::: DATA EXTRACTS

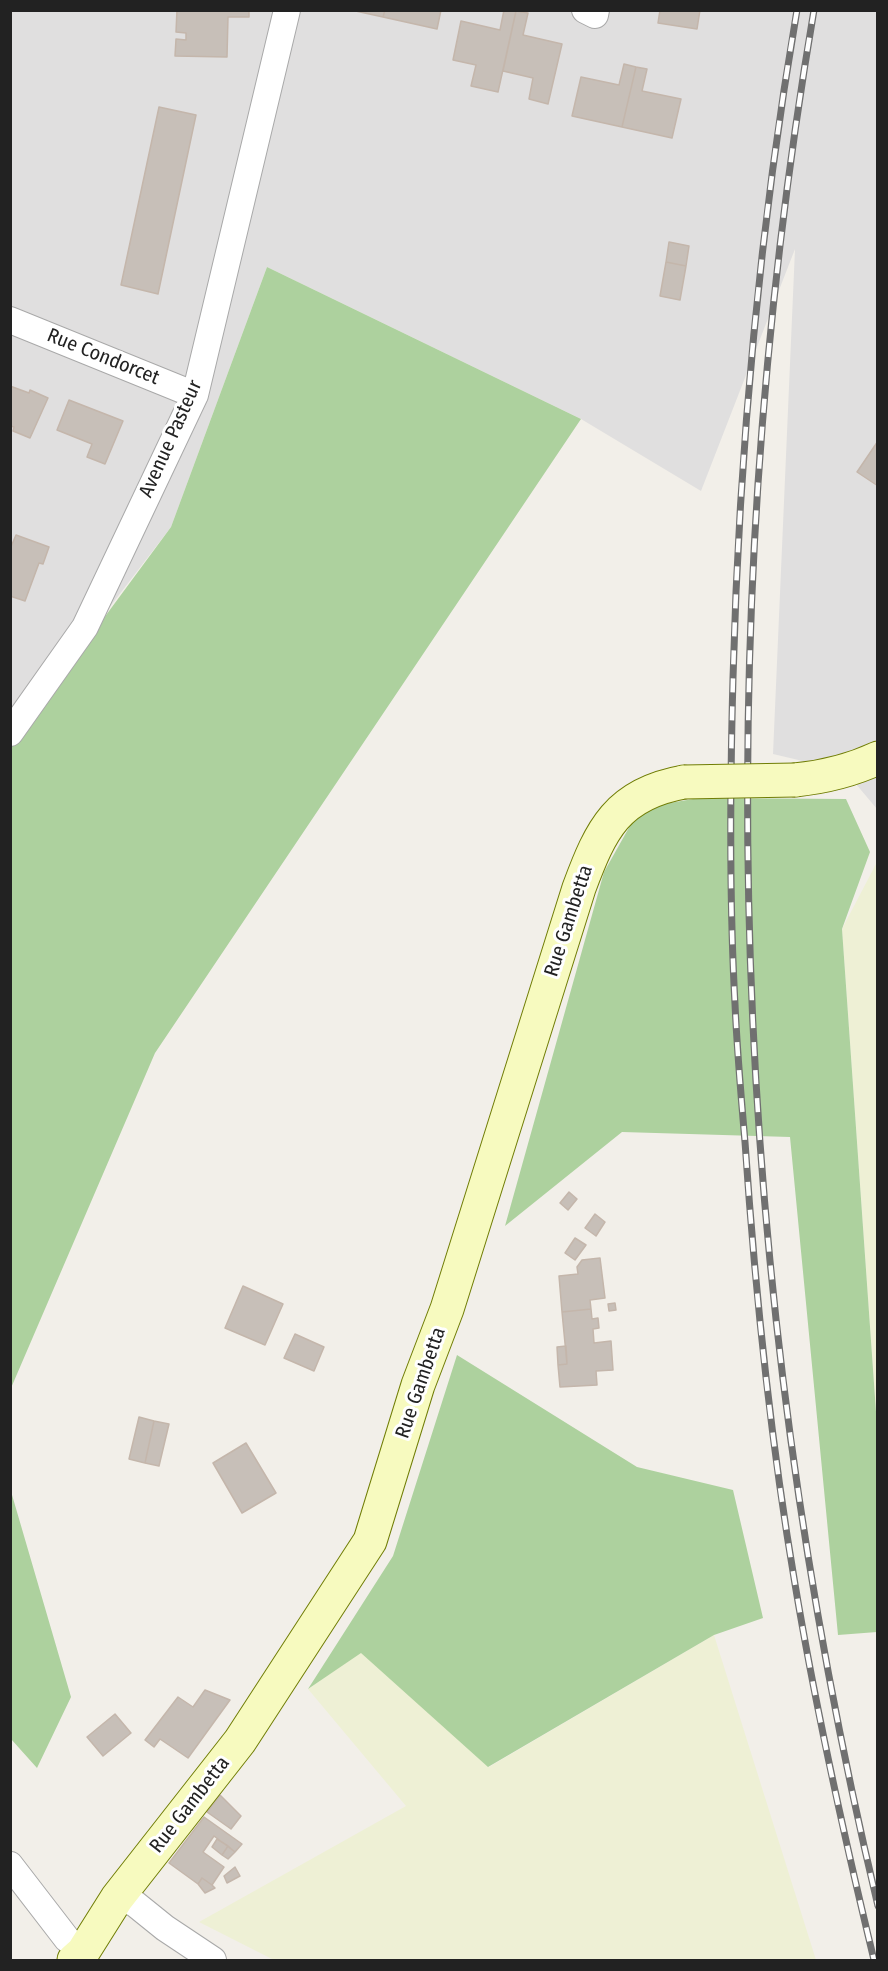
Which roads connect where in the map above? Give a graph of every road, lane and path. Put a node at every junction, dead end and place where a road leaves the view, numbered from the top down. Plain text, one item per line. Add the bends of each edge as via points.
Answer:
1 (287, 10) edge
2 (585, 10) edge
3 (596, 10) edge
4 (10, 320) edge
5 (195, 395) junction
6 (10, 733) edge
7 (878, 758) edge
8 (10, 1865) edge
9 (117, 1898) junction
10 (78, 1956) edge
11 (213, 1960) edge

1 - 5 street, Avenue Pasteur
2 - 3 street via 595,15
4 - 5 street, Rue Condorcet
5 - 6 street, Avenue Pasteur via 85,627
7 - 9 street, Rue Gambetta, bridge via 830,776 661,786 642,794 610,822 591,854 579,888 370,1541 240,1741
8 - 10 street
9 - 10 street, Rue Gambetta
9 - 11 street via 134,1903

::::::

Would you give the data above again word for word, minus the pictures?

* **TASK RESPONSE**
Which roads connect where in the map above? Give a graph of every road, lane and path. Put a node at every junction, dead end and place where a road leaves the view, numbered from the top down. Plain text, one item per line. Add the bends of each edge as via points.
Answer:
1 (287, 10) edge
2 (585, 10) edge
3 (596, 10) edge
4 (10, 320) edge
5 (195, 395) junction
6 (10, 733) edge
7 (878, 758) edge
8 (10, 1865) edge
9 (117, 1898) junction
10 (78, 1956) edge
11 (213, 1960) edge

1 - 5 street, Avenue Pasteur
2 - 3 street via 595,15
4 - 5 street, Rue Condorcet
5 - 6 street, Avenue Pasteur via 85,627
7 - 9 street, Rue Gambetta, bridge via 830,776 661,786 642,794 610,822 591,854 579,888 370,1541 240,1741
8 - 10 street
9 - 10 street, Rue Gambetta
9 - 11 street via 134,1903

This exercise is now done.